━━━━━ INFORMATION GIVEN

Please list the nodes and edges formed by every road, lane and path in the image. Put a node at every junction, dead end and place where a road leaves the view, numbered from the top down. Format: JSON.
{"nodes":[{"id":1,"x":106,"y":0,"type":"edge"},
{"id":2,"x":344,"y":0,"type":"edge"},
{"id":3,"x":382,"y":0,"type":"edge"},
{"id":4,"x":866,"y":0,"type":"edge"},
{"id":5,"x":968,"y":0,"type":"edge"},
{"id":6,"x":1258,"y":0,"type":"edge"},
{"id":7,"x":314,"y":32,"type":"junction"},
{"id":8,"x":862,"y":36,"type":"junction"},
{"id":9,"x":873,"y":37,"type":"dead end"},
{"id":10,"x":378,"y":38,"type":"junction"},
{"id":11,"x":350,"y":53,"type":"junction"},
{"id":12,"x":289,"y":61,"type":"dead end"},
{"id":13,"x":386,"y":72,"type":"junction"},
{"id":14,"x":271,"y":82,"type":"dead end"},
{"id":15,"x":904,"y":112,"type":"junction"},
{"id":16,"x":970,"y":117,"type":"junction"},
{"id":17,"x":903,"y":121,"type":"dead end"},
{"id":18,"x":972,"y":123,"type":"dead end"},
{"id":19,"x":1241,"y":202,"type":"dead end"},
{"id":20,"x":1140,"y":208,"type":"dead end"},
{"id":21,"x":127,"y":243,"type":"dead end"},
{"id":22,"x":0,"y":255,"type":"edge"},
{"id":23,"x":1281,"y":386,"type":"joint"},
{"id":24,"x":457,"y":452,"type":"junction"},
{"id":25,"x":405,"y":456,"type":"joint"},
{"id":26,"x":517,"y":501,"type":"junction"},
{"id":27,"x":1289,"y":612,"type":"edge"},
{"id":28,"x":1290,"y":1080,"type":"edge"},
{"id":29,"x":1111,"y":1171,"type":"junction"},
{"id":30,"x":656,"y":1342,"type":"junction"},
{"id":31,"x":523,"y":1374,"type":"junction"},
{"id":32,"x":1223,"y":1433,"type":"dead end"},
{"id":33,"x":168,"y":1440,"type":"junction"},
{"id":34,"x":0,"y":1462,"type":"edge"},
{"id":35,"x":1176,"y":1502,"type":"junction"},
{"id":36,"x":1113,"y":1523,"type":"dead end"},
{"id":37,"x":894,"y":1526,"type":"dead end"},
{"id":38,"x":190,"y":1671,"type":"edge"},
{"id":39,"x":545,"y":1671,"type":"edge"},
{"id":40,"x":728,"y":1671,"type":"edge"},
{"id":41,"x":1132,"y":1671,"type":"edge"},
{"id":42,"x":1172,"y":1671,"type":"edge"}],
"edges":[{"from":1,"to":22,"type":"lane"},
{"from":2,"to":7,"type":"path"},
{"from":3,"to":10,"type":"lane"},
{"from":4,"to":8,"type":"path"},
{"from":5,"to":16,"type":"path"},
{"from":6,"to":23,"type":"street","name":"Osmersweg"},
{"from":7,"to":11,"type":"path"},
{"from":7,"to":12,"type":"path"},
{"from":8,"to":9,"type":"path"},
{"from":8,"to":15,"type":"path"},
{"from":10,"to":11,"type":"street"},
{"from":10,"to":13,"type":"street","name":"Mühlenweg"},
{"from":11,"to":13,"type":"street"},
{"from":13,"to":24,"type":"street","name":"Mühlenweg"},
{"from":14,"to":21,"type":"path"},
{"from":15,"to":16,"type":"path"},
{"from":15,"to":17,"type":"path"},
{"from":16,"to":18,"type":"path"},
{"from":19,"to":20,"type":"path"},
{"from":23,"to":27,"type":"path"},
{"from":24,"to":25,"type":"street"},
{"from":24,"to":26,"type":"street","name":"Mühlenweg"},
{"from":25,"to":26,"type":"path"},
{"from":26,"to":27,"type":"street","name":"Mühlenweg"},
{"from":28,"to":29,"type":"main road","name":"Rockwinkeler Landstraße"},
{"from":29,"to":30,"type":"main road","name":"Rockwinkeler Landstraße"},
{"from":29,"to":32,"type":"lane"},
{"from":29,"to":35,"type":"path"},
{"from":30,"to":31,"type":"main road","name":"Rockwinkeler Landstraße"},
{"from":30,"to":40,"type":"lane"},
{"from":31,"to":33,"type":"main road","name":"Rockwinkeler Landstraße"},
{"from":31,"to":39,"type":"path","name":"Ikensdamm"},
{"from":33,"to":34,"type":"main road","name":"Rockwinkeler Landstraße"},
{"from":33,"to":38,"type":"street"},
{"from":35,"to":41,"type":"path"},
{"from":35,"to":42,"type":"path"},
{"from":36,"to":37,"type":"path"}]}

━━━━━━━━━━

WORK REQUEST
Output the records above in their entirety, exactly.

ANSWER SPACE
Please list the nodes and edges formed by every road, lane and path in the image. Put a node at every junction, dead end and place where a road leaves the view, numbered from the top down. Format: JSON.
{"nodes":[{"id":1,"x":106,"y":0,"type":"edge"},
{"id":2,"x":344,"y":0,"type":"edge"},
{"id":3,"x":382,"y":0,"type":"edge"},
{"id":4,"x":866,"y":0,"type":"edge"},
{"id":5,"x":968,"y":0,"type":"edge"},
{"id":6,"x":1258,"y":0,"type":"edge"},
{"id":7,"x":314,"y":32,"type":"junction"},
{"id":8,"x":862,"y":36,"type":"junction"},
{"id":9,"x":873,"y":37,"type":"dead end"},
{"id":10,"x":378,"y":38,"type":"junction"},
{"id":11,"x":350,"y":53,"type":"junction"},
{"id":12,"x":289,"y":61,"type":"dead end"},
{"id":13,"x":386,"y":72,"type":"junction"},
{"id":14,"x":271,"y":82,"type":"dead end"},
{"id":15,"x":904,"y":112,"type":"junction"},
{"id":16,"x":970,"y":117,"type":"junction"},
{"id":17,"x":903,"y":121,"type":"dead end"},
{"id":18,"x":972,"y":123,"type":"dead end"},
{"id":19,"x":1241,"y":202,"type":"dead end"},
{"id":20,"x":1140,"y":208,"type":"dead end"},
{"id":21,"x":127,"y":243,"type":"dead end"},
{"id":22,"x":0,"y":255,"type":"edge"},
{"id":23,"x":1281,"y":386,"type":"joint"},
{"id":24,"x":457,"y":452,"type":"junction"},
{"id":25,"x":405,"y":456,"type":"joint"},
{"id":26,"x":517,"y":501,"type":"junction"},
{"id":27,"x":1289,"y":612,"type":"edge"},
{"id":28,"x":1290,"y":1080,"type":"edge"},
{"id":29,"x":1111,"y":1171,"type":"junction"},
{"id":30,"x":656,"y":1342,"type":"junction"},
{"id":31,"x":523,"y":1374,"type":"junction"},
{"id":32,"x":1223,"y":1433,"type":"dead end"},
{"id":33,"x":168,"y":1440,"type":"junction"},
{"id":34,"x":0,"y":1462,"type":"edge"},
{"id":35,"x":1176,"y":1502,"type":"junction"},
{"id":36,"x":1113,"y":1523,"type":"dead end"},
{"id":37,"x":894,"y":1526,"type":"dead end"},
{"id":38,"x":190,"y":1671,"type":"edge"},
{"id":39,"x":545,"y":1671,"type":"edge"},
{"id":40,"x":728,"y":1671,"type":"edge"},
{"id":41,"x":1132,"y":1671,"type":"edge"},
{"id":42,"x":1172,"y":1671,"type":"edge"}],
"edges":[{"from":1,"to":22,"type":"lane"},
{"from":2,"to":7,"type":"path"},
{"from":3,"to":10,"type":"lane"},
{"from":4,"to":8,"type":"path"},
{"from":5,"to":16,"type":"path"},
{"from":6,"to":23,"type":"street","name":"Osmersweg"},
{"from":7,"to":11,"type":"path"},
{"from":7,"to":12,"type":"path"},
{"from":8,"to":9,"type":"path"},
{"from":8,"to":15,"type":"path"},
{"from":10,"to":11,"type":"street"},
{"from":10,"to":13,"type":"street","name":"Mühlenweg"},
{"from":11,"to":13,"type":"street"},
{"from":13,"to":24,"type":"street","name":"Mühlenweg"},
{"from":14,"to":21,"type":"path"},
{"from":15,"to":16,"type":"path"},
{"from":15,"to":17,"type":"path"},
{"from":16,"to":18,"type":"path"},
{"from":19,"to":20,"type":"path"},
{"from":23,"to":27,"type":"path"},
{"from":24,"to":25,"type":"street"},
{"from":24,"to":26,"type":"street","name":"Mühlenweg"},
{"from":25,"to":26,"type":"path"},
{"from":26,"to":27,"type":"street","name":"Mühlenweg"},
{"from":28,"to":29,"type":"main road","name":"Rockwinkeler Landstraße"},
{"from":29,"to":30,"type":"main road","name":"Rockwinkeler Landstraße"},
{"from":29,"to":32,"type":"lane"},
{"from":29,"to":35,"type":"path"},
{"from":30,"to":31,"type":"main road","name":"Rockwinkeler Landstraße"},
{"from":30,"to":40,"type":"lane"},
{"from":31,"to":33,"type":"main road","name":"Rockwinkeler Landstraße"},
{"from":31,"to":39,"type":"path","name":"Ikensdamm"},
{"from":33,"to":34,"type":"main road","name":"Rockwinkeler Landstraße"},
{"from":33,"to":38,"type":"street"},
{"from":35,"to":41,"type":"path"},
{"from":35,"to":42,"type":"path"},
{"from":36,"to":37,"type":"path"}]}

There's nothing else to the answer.